À plus long terme, plusieurs projets lancés et définis sous la présidence de Vernier-Palliez et commercialisés sous ses successeurs contribueront à la survie de Renault pendant la grave crise du milieu des années 1980. Les Renault 9 et 11, sorties en 1981 et 1982 pour remplacer l'infortunée 14, rencontreront un franc succès en Europe et même, brièvement, aux États-Unis. La Renault 25, sortie en 1983, relancera complètement Renault en haut de gamme en France et n'échouera à en faire autant en Europe que par de gros soucis de qualité de fabrication. Le moteur F, présenté en 1982 sur les R9 et R11, sera décliné en une série d'excellentes versions à travers la gamme jusqu'à la fin des années 2000. La création de Renix, filiale à 50% de Renault et Bendix pour l'injection électronique, conférera au constructeur une expertise propre en contrôle moteur qui le démarque encore aujourd'hui de nombreux concurrents. Les études de deux autres excellents produits, les Supercinq et 21, seront lancées par Vernier-Palliez mais iront à terme sous l'influence décisive de ses successeurs, Bernard Hanon et Georges Besse.
Au rayon des déceptions, les derniers produits définis sous Pierre Dreyfus mais lancés par Bernard Vernier-Palliez ne rencontreront pas le succès de leurs prédécesseurs. La Renault 30, ambitieux haut de gamme à moteur V6 commercialisé en 1975, échouera à faire accepter la carrosserie cinq portes dans ce segment de marché. Son dérivé en gamme moyenne haute, la Renault 20, souffrira à son lancement en 1976 d'une sous-motorisation qui ne sera corrigée que fin 1977 avec la 20 TS 2 litres et pénalisera les ventes. La Renault 18, sortie en 1978 en gamme moyenne basse sous le sloganUne exigence internationale, s'avèrera dépassée dès l'origine par une Peugeot 305 techniquement plus moderne et esthétiquement plus attrayante. Dans ce même segment, la Renault 14 présentée en 1976 sera un net échec en raison d'une esthétique pataude desservie de surcroît par une campagne de publicité désastreuse (la « poire »). Les modèles de loisirs Rodéo 4 et 6 échoueront à concurrencer la Citroën Méhari. Première voiture conçue entièrement sous la direction de Vernier-Palliez, le coupé Fuego, sorti en 1980, ne percera pas face à la concurrence italienne ou allemande et ne durera que cinq petites années sur le marché.

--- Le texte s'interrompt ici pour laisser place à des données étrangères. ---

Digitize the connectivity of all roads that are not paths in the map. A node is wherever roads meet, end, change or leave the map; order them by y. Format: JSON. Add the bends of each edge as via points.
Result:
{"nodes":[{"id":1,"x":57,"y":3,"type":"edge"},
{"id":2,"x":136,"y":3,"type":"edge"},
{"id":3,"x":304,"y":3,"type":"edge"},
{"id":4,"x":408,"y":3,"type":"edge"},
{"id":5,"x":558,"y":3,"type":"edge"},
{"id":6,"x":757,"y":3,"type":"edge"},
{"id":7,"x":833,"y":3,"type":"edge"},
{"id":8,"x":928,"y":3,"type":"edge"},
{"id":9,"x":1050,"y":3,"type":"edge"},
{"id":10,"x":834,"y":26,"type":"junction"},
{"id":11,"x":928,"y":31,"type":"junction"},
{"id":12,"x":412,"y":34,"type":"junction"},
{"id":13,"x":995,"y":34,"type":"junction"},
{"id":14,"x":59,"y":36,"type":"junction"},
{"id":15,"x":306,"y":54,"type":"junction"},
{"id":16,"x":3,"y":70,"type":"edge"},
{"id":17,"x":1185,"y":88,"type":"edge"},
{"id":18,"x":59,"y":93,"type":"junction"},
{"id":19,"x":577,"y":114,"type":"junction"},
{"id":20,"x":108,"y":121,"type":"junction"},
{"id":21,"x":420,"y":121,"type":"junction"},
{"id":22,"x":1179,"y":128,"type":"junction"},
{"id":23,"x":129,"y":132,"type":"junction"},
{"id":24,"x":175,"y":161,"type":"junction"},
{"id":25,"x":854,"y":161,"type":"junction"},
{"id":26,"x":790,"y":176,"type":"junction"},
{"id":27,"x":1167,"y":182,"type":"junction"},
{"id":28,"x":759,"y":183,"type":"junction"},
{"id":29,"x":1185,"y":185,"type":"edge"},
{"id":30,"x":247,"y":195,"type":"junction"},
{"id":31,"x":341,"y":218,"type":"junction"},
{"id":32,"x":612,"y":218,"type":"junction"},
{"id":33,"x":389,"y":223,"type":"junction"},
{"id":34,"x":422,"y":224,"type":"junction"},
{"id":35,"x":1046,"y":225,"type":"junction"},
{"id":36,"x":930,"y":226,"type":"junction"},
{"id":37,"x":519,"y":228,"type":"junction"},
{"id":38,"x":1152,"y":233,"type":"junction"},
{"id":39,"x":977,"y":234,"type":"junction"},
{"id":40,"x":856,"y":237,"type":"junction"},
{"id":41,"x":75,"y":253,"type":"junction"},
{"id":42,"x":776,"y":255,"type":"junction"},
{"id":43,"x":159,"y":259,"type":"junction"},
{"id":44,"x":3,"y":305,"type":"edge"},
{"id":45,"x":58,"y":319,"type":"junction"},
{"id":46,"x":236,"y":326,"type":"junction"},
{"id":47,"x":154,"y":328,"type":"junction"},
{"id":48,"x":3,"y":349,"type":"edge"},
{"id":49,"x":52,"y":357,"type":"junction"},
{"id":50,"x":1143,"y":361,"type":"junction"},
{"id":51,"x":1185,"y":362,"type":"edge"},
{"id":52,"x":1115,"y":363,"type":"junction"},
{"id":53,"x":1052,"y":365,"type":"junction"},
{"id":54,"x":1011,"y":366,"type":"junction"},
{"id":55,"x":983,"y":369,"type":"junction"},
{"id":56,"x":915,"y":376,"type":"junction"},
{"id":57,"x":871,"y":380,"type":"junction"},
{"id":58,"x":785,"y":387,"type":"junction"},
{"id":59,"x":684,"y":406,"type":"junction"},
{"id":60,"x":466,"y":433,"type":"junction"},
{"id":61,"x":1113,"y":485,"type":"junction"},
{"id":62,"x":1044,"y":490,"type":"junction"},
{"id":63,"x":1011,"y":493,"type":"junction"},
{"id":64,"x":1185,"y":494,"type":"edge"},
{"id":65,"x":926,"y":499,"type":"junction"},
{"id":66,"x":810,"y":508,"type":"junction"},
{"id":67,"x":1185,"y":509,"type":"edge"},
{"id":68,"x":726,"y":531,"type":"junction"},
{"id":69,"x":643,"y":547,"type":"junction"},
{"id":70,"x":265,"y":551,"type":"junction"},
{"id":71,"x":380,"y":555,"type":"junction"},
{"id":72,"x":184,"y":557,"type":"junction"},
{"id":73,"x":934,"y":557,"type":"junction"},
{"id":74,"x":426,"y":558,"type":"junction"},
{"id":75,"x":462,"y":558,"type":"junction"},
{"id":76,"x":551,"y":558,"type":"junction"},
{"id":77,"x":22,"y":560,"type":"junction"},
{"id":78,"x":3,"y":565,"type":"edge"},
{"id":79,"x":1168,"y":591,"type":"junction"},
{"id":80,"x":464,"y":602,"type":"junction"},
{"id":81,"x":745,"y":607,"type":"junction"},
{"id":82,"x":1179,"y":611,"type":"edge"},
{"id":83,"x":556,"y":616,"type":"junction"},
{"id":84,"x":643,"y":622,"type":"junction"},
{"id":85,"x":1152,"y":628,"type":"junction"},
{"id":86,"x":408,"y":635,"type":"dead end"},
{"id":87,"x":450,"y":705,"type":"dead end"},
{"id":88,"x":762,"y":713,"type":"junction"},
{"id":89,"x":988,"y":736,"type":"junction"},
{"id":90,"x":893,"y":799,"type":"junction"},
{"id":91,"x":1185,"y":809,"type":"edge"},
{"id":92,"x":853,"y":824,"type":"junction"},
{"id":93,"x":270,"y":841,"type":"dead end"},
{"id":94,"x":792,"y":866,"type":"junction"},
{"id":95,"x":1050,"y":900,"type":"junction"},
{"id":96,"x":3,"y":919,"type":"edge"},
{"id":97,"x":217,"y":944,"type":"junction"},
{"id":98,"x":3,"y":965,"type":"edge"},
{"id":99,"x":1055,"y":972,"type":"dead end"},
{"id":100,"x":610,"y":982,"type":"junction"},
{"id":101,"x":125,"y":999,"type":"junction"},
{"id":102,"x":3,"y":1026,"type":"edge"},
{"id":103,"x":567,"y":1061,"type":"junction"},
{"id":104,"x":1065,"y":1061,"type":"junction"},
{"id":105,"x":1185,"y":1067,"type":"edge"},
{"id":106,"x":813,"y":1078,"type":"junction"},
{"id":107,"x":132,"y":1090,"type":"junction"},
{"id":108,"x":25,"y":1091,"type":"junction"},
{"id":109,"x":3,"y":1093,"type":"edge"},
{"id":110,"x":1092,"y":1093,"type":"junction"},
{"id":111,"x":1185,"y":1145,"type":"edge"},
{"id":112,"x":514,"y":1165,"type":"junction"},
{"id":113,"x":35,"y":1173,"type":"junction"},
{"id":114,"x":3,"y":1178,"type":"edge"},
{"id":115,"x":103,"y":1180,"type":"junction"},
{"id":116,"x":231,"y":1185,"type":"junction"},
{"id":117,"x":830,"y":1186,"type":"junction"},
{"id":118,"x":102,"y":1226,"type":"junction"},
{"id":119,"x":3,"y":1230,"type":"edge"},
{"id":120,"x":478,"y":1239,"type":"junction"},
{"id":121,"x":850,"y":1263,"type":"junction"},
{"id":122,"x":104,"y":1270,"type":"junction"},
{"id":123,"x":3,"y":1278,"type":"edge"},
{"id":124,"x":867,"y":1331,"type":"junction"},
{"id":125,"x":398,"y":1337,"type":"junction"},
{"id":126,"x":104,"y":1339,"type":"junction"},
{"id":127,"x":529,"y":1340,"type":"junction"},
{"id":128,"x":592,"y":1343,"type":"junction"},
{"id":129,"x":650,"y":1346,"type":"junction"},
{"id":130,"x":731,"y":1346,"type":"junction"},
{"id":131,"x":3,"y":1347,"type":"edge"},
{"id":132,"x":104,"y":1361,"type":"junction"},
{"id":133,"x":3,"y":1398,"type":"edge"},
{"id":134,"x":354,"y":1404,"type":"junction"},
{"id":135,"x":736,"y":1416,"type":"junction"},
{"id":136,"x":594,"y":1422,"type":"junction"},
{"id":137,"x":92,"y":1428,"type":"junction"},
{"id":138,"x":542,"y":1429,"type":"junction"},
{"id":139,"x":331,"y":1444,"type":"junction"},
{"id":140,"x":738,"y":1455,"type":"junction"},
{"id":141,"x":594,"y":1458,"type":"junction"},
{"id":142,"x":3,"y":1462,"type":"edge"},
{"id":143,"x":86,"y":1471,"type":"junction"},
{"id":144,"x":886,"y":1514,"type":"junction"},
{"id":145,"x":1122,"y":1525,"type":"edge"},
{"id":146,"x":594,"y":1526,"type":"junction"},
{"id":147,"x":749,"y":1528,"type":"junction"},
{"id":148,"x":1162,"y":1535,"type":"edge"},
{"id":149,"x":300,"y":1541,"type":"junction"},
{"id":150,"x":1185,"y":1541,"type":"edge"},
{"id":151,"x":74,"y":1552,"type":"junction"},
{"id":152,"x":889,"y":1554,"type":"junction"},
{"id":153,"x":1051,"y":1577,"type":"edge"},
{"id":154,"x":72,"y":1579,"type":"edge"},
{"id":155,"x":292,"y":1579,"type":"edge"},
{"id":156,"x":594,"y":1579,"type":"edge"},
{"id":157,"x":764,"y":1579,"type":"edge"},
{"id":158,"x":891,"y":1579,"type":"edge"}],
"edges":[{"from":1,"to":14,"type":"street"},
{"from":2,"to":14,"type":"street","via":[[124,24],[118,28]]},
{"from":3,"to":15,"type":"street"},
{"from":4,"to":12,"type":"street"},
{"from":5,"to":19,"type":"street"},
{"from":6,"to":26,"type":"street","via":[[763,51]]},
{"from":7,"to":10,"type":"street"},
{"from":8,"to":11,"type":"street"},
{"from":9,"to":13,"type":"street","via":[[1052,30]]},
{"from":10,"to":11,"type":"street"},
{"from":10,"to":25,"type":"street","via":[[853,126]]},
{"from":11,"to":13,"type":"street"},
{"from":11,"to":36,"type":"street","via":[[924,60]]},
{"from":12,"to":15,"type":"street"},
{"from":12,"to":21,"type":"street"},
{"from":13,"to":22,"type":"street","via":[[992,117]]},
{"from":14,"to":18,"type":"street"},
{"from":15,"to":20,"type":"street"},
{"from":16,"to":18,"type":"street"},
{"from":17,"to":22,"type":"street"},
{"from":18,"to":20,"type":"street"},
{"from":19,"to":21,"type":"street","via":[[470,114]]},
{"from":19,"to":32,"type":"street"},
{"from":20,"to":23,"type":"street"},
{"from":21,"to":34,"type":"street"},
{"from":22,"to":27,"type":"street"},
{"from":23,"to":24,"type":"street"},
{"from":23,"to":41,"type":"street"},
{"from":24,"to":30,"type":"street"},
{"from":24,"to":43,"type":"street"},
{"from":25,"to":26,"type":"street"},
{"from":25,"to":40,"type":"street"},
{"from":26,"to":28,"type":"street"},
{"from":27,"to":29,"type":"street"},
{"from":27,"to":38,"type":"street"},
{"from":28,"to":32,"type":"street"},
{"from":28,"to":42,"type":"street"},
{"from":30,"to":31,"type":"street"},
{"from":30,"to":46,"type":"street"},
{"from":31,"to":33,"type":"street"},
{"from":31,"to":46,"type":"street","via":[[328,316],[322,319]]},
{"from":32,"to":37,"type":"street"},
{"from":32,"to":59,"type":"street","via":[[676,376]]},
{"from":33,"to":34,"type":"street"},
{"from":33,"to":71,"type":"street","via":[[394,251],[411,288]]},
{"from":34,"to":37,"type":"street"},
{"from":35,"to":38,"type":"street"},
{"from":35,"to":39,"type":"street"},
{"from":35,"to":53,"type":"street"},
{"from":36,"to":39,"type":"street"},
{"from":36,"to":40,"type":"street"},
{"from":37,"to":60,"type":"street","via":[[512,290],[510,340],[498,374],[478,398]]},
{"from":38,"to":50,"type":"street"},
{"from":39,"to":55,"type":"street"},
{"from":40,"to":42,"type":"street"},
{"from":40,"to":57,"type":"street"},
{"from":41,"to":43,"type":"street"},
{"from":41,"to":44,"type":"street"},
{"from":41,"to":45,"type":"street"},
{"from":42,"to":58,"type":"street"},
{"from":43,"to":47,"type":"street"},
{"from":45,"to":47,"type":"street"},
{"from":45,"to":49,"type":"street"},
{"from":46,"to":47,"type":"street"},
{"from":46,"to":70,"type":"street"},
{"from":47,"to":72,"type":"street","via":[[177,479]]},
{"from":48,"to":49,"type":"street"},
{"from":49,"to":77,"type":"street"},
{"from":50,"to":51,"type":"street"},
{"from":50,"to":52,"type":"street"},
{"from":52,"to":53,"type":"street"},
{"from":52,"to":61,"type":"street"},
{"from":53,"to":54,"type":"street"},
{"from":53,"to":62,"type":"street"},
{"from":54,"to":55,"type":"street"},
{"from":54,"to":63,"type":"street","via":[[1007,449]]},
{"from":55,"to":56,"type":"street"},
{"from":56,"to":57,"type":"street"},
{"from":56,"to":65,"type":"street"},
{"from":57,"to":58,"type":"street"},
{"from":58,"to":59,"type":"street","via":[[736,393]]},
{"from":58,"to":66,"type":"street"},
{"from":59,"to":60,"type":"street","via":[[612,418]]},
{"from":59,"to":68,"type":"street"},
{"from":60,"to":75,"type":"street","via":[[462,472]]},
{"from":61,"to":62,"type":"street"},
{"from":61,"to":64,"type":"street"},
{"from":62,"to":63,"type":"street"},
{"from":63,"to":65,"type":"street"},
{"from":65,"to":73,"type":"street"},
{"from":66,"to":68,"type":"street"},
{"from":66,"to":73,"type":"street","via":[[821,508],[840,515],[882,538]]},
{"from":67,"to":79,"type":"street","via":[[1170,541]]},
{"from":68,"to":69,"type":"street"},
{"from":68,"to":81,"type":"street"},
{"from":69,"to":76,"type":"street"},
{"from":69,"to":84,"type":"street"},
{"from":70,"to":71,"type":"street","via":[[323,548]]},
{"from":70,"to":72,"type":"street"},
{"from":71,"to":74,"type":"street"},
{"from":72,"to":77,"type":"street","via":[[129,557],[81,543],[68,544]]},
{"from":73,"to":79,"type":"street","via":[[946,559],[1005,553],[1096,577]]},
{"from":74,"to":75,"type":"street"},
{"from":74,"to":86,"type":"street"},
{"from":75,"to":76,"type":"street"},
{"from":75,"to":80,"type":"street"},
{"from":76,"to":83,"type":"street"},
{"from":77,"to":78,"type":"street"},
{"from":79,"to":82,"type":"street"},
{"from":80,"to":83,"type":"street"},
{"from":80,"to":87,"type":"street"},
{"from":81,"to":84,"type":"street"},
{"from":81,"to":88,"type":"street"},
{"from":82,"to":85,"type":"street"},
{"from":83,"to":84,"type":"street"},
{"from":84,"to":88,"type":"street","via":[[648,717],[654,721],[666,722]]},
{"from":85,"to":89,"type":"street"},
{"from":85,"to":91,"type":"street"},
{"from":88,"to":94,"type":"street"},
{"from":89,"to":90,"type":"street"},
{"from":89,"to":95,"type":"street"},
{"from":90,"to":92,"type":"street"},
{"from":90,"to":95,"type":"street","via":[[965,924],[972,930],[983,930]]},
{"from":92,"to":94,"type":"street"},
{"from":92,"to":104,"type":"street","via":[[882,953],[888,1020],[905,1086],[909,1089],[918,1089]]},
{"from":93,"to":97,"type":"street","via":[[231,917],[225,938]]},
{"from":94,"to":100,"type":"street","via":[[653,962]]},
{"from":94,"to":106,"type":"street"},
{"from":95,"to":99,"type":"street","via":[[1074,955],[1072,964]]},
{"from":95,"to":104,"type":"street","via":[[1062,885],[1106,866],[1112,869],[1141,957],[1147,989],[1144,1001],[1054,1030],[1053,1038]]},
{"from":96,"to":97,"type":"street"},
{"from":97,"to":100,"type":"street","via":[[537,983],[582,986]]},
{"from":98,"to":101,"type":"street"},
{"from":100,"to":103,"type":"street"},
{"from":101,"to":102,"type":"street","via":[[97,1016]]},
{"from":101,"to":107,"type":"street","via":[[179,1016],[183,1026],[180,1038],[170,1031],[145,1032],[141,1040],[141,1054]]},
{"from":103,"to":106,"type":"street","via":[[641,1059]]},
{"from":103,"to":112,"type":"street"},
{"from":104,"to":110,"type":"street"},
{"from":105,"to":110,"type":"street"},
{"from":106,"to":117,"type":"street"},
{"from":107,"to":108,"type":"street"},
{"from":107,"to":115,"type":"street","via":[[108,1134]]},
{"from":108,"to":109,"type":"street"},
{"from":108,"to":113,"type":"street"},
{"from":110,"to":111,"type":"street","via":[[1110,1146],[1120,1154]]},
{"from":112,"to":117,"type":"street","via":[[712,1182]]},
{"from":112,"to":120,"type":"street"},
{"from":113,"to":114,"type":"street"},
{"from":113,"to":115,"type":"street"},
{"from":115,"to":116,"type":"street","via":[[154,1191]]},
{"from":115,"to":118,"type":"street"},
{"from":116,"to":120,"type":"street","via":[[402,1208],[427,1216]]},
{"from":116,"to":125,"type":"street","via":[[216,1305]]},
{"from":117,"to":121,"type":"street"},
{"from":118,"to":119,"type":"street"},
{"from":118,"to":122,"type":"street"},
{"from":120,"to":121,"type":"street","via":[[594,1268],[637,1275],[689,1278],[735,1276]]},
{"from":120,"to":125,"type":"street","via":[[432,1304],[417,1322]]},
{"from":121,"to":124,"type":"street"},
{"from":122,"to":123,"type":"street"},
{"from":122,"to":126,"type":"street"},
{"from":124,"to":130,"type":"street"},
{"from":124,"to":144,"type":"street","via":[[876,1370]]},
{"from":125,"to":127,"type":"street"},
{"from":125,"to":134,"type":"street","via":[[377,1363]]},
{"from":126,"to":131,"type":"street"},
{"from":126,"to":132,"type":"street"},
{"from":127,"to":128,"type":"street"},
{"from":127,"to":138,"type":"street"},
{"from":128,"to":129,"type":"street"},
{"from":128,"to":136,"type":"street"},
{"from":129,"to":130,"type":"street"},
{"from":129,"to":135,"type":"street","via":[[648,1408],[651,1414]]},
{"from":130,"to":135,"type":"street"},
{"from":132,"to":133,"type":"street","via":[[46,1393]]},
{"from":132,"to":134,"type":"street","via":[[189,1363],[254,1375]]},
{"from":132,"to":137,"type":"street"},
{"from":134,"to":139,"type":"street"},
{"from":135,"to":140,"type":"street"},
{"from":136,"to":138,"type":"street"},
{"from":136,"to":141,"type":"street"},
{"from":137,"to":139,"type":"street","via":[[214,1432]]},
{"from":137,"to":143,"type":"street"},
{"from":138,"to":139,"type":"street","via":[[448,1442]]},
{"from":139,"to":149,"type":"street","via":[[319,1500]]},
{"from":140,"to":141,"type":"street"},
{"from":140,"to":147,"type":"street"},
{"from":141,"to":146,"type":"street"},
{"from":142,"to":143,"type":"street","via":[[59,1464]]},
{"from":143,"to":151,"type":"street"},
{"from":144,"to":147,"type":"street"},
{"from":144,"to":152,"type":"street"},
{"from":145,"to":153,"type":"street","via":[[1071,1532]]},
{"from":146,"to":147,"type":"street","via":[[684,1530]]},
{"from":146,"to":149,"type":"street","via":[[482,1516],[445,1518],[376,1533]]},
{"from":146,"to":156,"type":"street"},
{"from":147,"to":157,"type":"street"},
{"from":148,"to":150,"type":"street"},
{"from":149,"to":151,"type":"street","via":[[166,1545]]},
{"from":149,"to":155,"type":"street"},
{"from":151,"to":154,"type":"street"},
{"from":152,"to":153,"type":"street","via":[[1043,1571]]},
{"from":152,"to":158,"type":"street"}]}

Dans le même temps, les grèves à répétition liées à la crise économique de la fin des années 1970 commencent à influer négativement sur la qualité d'assemblage des voitures. L'image de fragilité des Renault face à une concurrence allemande en net gain de qualité est accentuée par les soucis de corrosion précoce de plusieurs modèles (R16, R5). Ce problème commun à d'autres marques européennes ne sera corrigé qu'en 1980 avec des investissements lourds dans un nouveau traitement des aciers par cataphorèse.
L'offensive de Renault sur le marché américain en 1979, avec la prise de contrôle d'American Motors Corporation, le quatrième constructeur de voitures particulières aux États-Unis, et l'entrée au capital de Mack Trucks, un des principaux constructeurs de poids lourds, est plus difficile à juger. Si la grave crise vécue par Renault en 1985 conduira les successeurs de Bernard Vernier-Palliez à vendre AMC à Chrysler et quitter le marché nord-américain en 1987, il est permis de penser que l'intention stratégique était bonne, à une époque où Allemands et Japonais cherchaient eux aussi à s'établir sur le premier marché automobile du monde.